[Source material Boundary: Start]

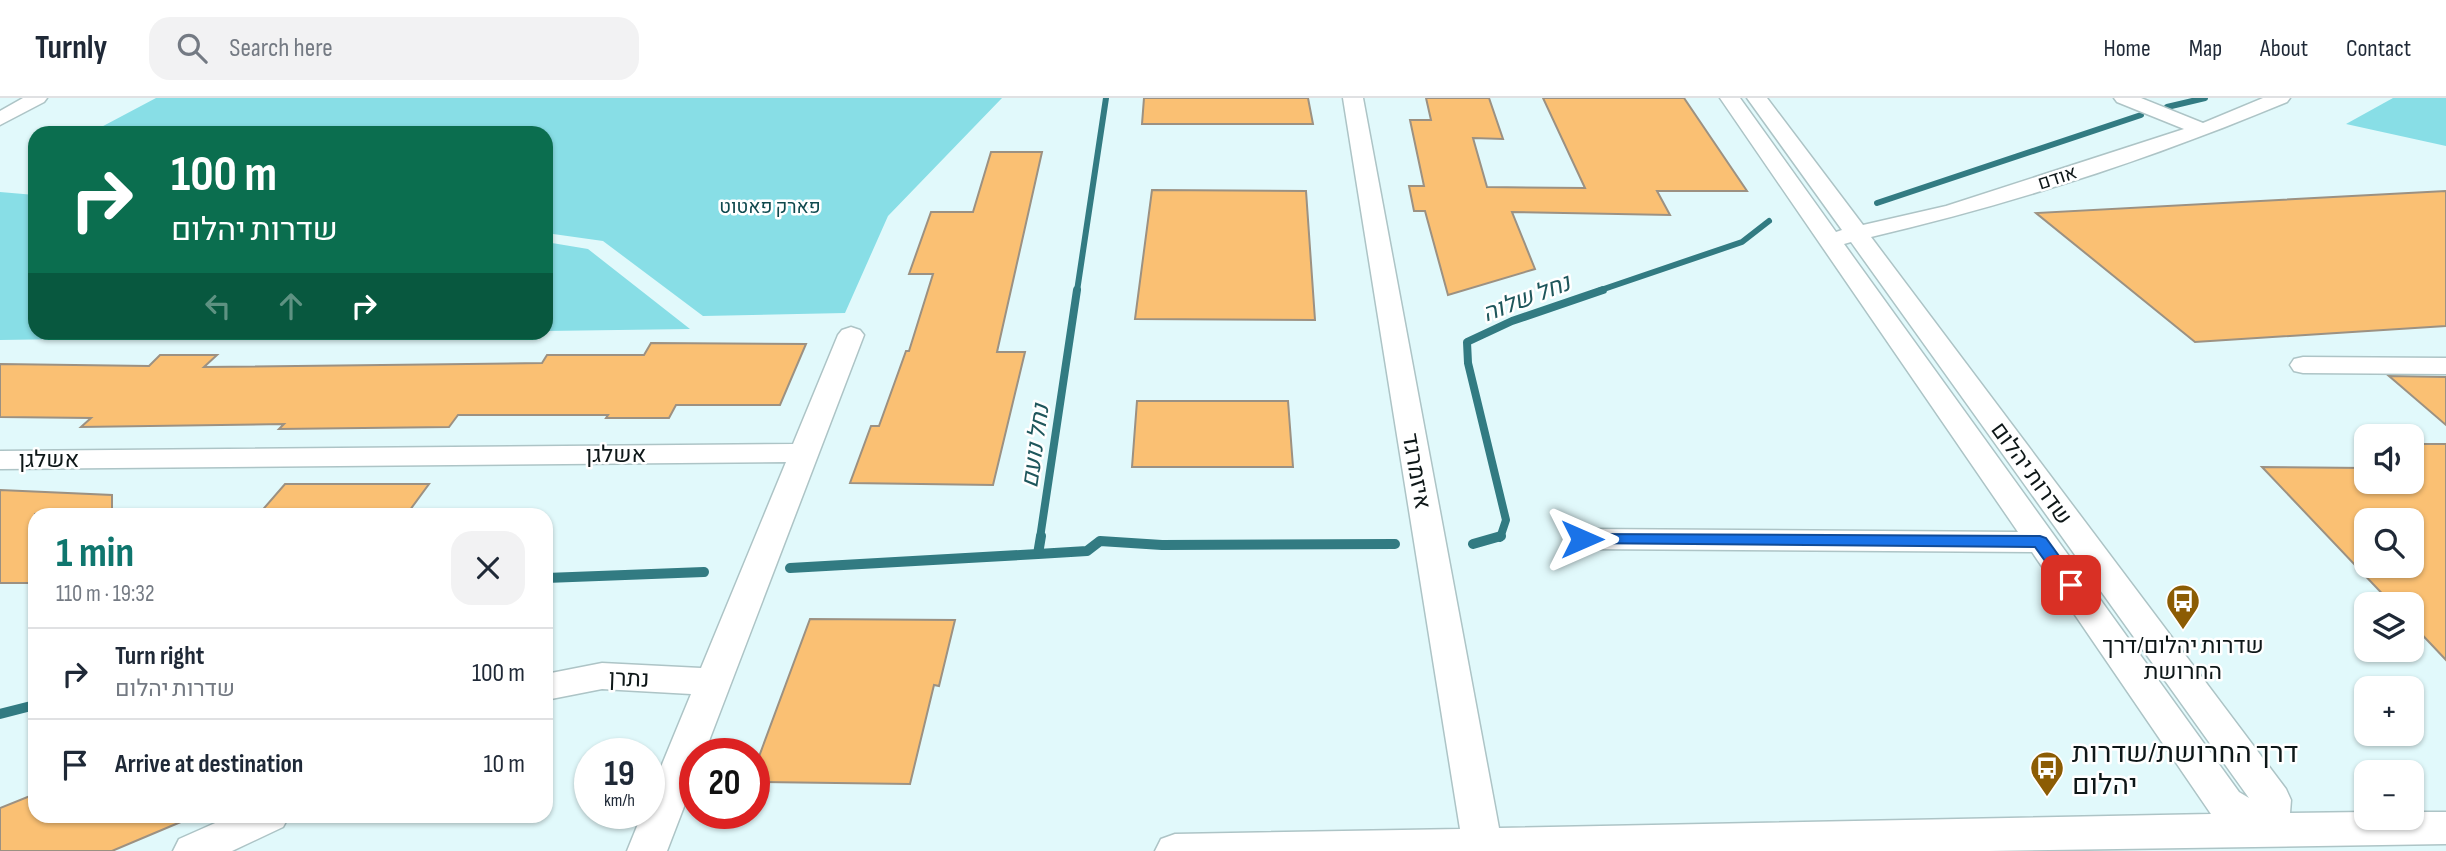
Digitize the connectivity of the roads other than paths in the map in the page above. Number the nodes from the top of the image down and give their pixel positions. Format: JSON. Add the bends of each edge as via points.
{"nodes":[{"id":1,"x":37,"y":98,"type":"edge"},
{"id":2,"x":1353,"y":98,"type":"edge"},
{"id":3,"x":1730,"y":98,"type":"edge"},
{"id":4,"x":1757,"y":98,"type":"edge"},
{"id":5,"x":2124,"y":98,"type":"edge"},
{"id":6,"x":2280,"y":98,"type":"edge"},
{"id":7,"x":0,"y":119,"type":"edge"},
{"id":8,"x":2203,"y":130,"type":"junction"},
{"id":9,"x":1842,"y":237,"type":"junction"},
{"id":10,"x":851,"y":335,"type":"dead end"},
{"id":11,"x":2303,"y":365,"type":"dead end"},
{"id":12,"x":2446,"y":366,"type":"edge"},
{"id":13,"x":804,"y":453,"type":"junction"},
{"id":14,"x":0,"y":460,"type":"edge"},
{"id":15,"x":1582,"y":539,"type":"dead end"},
{"id":16,"x":2040,"y":542,"type":"junction"},
{"id":17,"x":713,"y":682,"type":"junction"},
{"id":18,"x":553,"y":686,"type":"edge"},
{"id":19,"x":253,"y":823,"type":"edge"},
{"id":20,"x":2446,"y":828,"type":"edge"},
{"id":21,"x":2268,"y":829,"type":"junction"},
{"id":22,"x":1482,"y":844,"type":"junction"},
{"id":23,"x":193,"y":851,"type":"edge"},
{"id":24,"x":647,"y":851,"type":"edge"},
{"id":25,"x":1175,"y":851,"type":"edge"}],
"edges":[{"from":1,"to":7,"type":"street"},
{"from":2,"to":22,"type":"street","name":"איזמרגד"},
{"from":3,"to":9,"type":"street","name":"שדרות יהלום"},
{"from":4,"to":9,"type":"street","name":"שדרות יהלום"},
{"from":5,"to":8,"type":"street"},
{"from":6,"to":8,"type":"street","name":"אודם"},
{"from":8,"to":9,"type":"street","name":"אודם","via":[[1953,211]]},
{"from":9,"to":16,"type":"street","name":"שדרות יהלום"},
{"from":9,"to":21,"type":"street","name":"שדרות יהלום","via":[[2272,800]]},
{"from":10,"to":13,"type":"street"},
{"from":11,"to":12,"type":"street"},
{"from":13,"to":14,"type":"street","name":"אשלגן"},
{"from":13,"to":17,"type":"street"},
{"from":15,"to":16,"type":"street"},
{"from":16,"to":21,"type":"street","name":"שדרות יהלום","via":[[2225,803]]},
{"from":17,"to":18,"type":"street","name":"נתרן","via":[[601,676]]},
{"from":17,"to":24,"type":"street"},
{"from":19,"to":23,"type":"street"},
{"from":20,"to":21,"type":"street"},
{"from":21,"to":22,"type":"street"},
{"from":22,"to":25,"type":"street"}]}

[Source material Boundary: End]

### To do
Quote every record above exactly, leaving out any pictures.

### Expected output
Digitize the connectivity of the roads other than paths in the map in the page above. Number the nodes from the top of the image down and give their pixel positions. Format: JSON. Add the bends of each edge as via points.
{"nodes":[{"id":1,"x":37,"y":98,"type":"edge"},
{"id":2,"x":1353,"y":98,"type":"edge"},
{"id":3,"x":1730,"y":98,"type":"edge"},
{"id":4,"x":1757,"y":98,"type":"edge"},
{"id":5,"x":2124,"y":98,"type":"edge"},
{"id":6,"x":2280,"y":98,"type":"edge"},
{"id":7,"x":0,"y":119,"type":"edge"},
{"id":8,"x":2203,"y":130,"type":"junction"},
{"id":9,"x":1842,"y":237,"type":"junction"},
{"id":10,"x":851,"y":335,"type":"dead end"},
{"id":11,"x":2303,"y":365,"type":"dead end"},
{"id":12,"x":2446,"y":366,"type":"edge"},
{"id":13,"x":804,"y":453,"type":"junction"},
{"id":14,"x":0,"y":460,"type":"edge"},
{"id":15,"x":1582,"y":539,"type":"dead end"},
{"id":16,"x":2040,"y":542,"type":"junction"},
{"id":17,"x":713,"y":682,"type":"junction"},
{"id":18,"x":553,"y":686,"type":"edge"},
{"id":19,"x":253,"y":823,"type":"edge"},
{"id":20,"x":2446,"y":828,"type":"edge"},
{"id":21,"x":2268,"y":829,"type":"junction"},
{"id":22,"x":1482,"y":844,"type":"junction"},
{"id":23,"x":193,"y":851,"type":"edge"},
{"id":24,"x":647,"y":851,"type":"edge"},
{"id":25,"x":1175,"y":851,"type":"edge"}],
"edges":[{"from":1,"to":7,"type":"street"},
{"from":2,"to":22,"type":"street","name":"איזמרגד"},
{"from":3,"to":9,"type":"street","name":"שדרות יהלום"},
{"from":4,"to":9,"type":"street","name":"שדרות יהלום"},
{"from":5,"to":8,"type":"street"},
{"from":6,"to":8,"type":"street","name":"אודם"},
{"from":8,"to":9,"type":"street","name":"אודם","via":[[1953,211]]},
{"from":9,"to":16,"type":"street","name":"שדרות יהלום"},
{"from":9,"to":21,"type":"street","name":"שדרות יהלום","via":[[2272,800]]},
{"from":10,"to":13,"type":"street"},
{"from":11,"to":12,"type":"street"},
{"from":13,"to":14,"type":"street","name":"אשלגן"},
{"from":13,"to":17,"type":"street"},
{"from":15,"to":16,"type":"street"},
{"from":16,"to":21,"type":"street","name":"שדרות יהלום","via":[[2225,803]]},
{"from":17,"to":18,"type":"street","name":"נתרן","via":[[601,676]]},
{"from":17,"to":24,"type":"street"},
{"from":19,"to":23,"type":"street"},
{"from":20,"to":21,"type":"street"},
{"from":21,"to":22,"type":"street"},
{"from":22,"to":25,"type":"street"}]}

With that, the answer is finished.